Cursor on Cursor: The Meta Story

There's something uniquely instructive about watching a team use their own product to build that product. The Cursor team uses Cursor for 100% of their development — and they've developed specific workflows that leverage features most users overlook.

This guide distills the internal practices they've shared publicly. It's not about basic features — it's about the specific patterns that make their engineers 3-5x more productive than before they built the tool.

The core insight: Cursor isn't just a faster way to type code. It's a thinking partner that changes how you approach problems. The team structures their entire development process around AI collaboration, from planning through implementation to review.

Core Workflows

The Cursor team uses these workflows daily for every feature and bug fix.

1

Cmd+K for inline edits

The most-used feature internally. Select code, press Cmd+K, and describe the change. The team uses this for everything from renaming variables to refactoring entire functions. The key: be specific about the change you want, not vague.

2

Chat for exploration and planning

Before writing code, use the chat panel to discuss the approach. 'How should I implement X given the current architecture?' The chat sees your entire codebase and gives architecture-aware suggestions.

3

Composer for multi-file features

For changes that span multiple files, Composer is the go-to. Describe the full feature, and Cursor plans and implements changes across your codebase. The team uses this for 80% of new feature development.

4

Tab completion for flow state

For smaller edits and quick changes, tab completion keeps you in flow. The team configures it aggressively — accepting suggestions quickly and iterating if needed rather than waiting for the perfect suggestion.

Prompt Engineering in the IDE

Reference Files with @

Use @ to reference specific files in your prompts: '@src/lib/api.ts add a new endpoint for tools.' This focuses the AI on the right context and produces more accurate edits.

Use .cursorrules Extensively

The Cursor team maintains a detailed .cursorrules file with their coding conventions, architecture patterns, and common pitfalls. This file is read with every prompt and dramatically improves output consistency.

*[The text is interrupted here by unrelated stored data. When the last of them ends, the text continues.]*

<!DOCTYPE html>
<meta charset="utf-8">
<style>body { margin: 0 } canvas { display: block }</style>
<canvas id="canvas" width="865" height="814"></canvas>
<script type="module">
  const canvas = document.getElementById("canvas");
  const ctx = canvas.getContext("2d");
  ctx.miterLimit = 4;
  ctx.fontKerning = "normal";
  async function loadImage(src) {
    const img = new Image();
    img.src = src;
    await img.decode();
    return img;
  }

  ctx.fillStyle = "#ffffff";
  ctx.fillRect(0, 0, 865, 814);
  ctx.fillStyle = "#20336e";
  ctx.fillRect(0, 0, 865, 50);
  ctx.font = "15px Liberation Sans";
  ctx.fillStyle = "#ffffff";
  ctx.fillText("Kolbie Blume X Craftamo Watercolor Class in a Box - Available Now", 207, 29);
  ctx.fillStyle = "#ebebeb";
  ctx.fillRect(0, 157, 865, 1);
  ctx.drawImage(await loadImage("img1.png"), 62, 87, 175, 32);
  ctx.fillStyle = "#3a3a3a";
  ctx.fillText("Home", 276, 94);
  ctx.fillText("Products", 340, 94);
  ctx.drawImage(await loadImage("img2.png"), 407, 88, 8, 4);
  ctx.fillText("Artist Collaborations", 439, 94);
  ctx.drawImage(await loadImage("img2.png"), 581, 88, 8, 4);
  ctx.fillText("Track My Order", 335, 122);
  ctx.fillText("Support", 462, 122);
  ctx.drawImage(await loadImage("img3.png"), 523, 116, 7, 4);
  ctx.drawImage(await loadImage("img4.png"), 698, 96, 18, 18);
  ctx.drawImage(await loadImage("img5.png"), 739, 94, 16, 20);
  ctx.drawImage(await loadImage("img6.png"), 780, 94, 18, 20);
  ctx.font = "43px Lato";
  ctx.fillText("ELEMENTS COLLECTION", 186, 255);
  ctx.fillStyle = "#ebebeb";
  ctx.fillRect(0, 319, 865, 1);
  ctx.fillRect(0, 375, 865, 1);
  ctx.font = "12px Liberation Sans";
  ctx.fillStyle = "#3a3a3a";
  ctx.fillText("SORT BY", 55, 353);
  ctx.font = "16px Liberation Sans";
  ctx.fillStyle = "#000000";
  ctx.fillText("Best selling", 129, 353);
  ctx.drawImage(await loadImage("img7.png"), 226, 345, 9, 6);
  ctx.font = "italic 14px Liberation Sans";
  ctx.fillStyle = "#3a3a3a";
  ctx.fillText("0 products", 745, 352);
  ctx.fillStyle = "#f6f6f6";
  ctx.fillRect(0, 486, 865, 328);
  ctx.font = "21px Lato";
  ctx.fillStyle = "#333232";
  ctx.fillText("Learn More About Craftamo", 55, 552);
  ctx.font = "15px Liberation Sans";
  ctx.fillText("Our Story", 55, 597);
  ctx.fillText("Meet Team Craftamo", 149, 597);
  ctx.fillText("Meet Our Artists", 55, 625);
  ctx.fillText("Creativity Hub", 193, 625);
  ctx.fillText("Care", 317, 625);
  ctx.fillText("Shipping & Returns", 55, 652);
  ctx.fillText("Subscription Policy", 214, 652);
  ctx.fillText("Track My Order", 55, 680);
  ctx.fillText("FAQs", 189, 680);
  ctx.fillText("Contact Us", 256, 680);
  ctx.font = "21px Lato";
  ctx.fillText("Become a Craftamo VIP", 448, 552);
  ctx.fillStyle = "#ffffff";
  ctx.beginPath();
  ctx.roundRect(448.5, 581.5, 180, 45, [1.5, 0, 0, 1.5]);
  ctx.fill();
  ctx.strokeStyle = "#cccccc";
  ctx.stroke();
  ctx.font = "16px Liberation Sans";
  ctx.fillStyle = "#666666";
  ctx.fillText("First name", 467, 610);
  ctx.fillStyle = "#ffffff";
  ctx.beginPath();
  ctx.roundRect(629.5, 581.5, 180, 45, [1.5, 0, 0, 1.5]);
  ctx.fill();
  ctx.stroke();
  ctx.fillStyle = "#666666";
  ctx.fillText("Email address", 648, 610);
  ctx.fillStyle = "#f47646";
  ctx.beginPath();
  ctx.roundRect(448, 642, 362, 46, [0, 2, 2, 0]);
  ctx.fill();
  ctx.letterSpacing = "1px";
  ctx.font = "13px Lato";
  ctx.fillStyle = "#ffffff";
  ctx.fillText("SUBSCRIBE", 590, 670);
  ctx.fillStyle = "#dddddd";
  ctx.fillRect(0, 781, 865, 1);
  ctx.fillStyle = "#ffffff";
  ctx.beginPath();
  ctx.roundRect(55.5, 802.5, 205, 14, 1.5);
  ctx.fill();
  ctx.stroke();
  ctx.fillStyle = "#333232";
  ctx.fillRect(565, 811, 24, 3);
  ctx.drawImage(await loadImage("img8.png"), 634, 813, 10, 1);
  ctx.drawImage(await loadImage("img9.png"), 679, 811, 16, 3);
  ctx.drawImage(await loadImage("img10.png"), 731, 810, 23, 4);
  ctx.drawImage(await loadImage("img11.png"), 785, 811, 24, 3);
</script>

Be Explicit About Constraints

Instead of 'add error handling', say 'add try/catch with proper error types, logging to our error service, and user-facing error messages.' Explicit constraints produce production-ready code.

Ask for Explanations

Before accepting complex changes, ask 'explain why you made this choice.' Understanding the reasoning helps you catch incorrect assumptions and learn better patterns.

Advanced Features They Rely On

Codebase Indexing

Keep your codebase indexed for maximum context. The team ensures their index is always up-to-date so chat and Composer have full visibility into the project structure and dependencies.

Custom Models

The team switches between models based on task complexity. Fast models for simple edits and autocompletion, powerful models for architecture decisions and complex features.

Multi-File Diffs

Review all changes across files before accepting. The team treats Composer output like a PR — reviewing the full diff, checking for unintended changes, and verifying consistency.

Team-Level Practices

Beyond individual workflows, the Cursor team has developed team-level practices:

Shared .cursorrules: The entire team uses the same rules file, committed to the repo. When conventions change, the rules file is updated in a PR and reviewed by the team.

Prompt Libraries: Common prompts are documented and shared. New team members get a 'prompt starter kit' with patterns for their most frequent tasks.

Review Standards: The team has specific review criteria for AI-generated code — checking for edge cases, error handling, and test coverage that agents sometimes miss.

Feedback Loop: When an AI interaction produces poor output, they note the prompt and result. These failures inform improvements to .cursorrules and shared prompt patterns.

The result: a team where every engineer operates at a significantly higher velocity, with consistent quality enforced by shared tooling and practices.